**ACTIVITY:**
As the answer, give a copy of each line below that includes the word "José".

(Collected data entries)
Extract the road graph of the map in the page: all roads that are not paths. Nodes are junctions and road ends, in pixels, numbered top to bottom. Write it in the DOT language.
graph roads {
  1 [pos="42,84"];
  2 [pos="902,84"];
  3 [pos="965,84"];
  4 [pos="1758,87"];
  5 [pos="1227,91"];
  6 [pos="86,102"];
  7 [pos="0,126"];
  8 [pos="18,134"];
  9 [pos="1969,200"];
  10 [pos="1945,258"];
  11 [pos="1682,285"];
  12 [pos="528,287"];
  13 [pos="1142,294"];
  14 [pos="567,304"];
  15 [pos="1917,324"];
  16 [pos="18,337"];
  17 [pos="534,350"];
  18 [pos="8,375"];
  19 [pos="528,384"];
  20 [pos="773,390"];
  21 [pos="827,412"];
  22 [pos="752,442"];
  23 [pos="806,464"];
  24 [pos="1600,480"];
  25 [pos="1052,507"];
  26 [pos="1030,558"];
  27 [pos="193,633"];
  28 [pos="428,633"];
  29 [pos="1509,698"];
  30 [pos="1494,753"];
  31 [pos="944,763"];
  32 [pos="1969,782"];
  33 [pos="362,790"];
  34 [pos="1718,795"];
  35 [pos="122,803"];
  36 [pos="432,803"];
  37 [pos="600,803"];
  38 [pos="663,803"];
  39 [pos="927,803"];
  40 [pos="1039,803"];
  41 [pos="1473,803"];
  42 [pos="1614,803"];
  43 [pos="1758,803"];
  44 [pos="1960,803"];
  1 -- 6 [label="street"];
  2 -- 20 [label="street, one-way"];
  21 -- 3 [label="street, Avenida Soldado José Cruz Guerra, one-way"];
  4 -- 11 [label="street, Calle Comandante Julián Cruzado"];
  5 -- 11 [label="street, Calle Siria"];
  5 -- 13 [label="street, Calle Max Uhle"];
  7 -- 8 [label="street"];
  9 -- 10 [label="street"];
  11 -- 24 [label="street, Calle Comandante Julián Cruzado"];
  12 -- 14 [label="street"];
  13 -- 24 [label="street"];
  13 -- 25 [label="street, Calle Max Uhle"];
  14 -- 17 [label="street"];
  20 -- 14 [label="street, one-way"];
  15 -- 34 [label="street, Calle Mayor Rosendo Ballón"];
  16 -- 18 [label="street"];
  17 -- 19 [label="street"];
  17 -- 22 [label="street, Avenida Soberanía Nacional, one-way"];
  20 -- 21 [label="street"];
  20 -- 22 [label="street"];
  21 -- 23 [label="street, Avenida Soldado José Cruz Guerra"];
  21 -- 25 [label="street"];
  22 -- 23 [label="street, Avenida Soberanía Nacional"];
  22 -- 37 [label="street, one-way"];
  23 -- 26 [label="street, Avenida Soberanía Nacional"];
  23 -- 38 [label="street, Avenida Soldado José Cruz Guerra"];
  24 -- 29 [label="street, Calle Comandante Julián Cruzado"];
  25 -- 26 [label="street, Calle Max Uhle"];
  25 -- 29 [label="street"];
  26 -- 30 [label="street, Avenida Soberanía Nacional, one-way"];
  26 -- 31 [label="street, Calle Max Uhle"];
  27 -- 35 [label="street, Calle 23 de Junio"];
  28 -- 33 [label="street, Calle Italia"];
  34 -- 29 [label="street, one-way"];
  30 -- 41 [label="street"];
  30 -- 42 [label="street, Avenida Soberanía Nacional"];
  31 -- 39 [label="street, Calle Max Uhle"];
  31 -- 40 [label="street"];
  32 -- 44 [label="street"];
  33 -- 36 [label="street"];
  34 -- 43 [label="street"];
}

**ANSWER FOR THE TASK:**
  21 -- 3 [label="street, Avenida Soldado José Cruz Guerra, one-way"];
  21 -- 23 [label="street, Avenida Soldado José Cruz Guerra"];
  23 -- 38 [label="street, Avenida Soldado José Cruz Guerra"];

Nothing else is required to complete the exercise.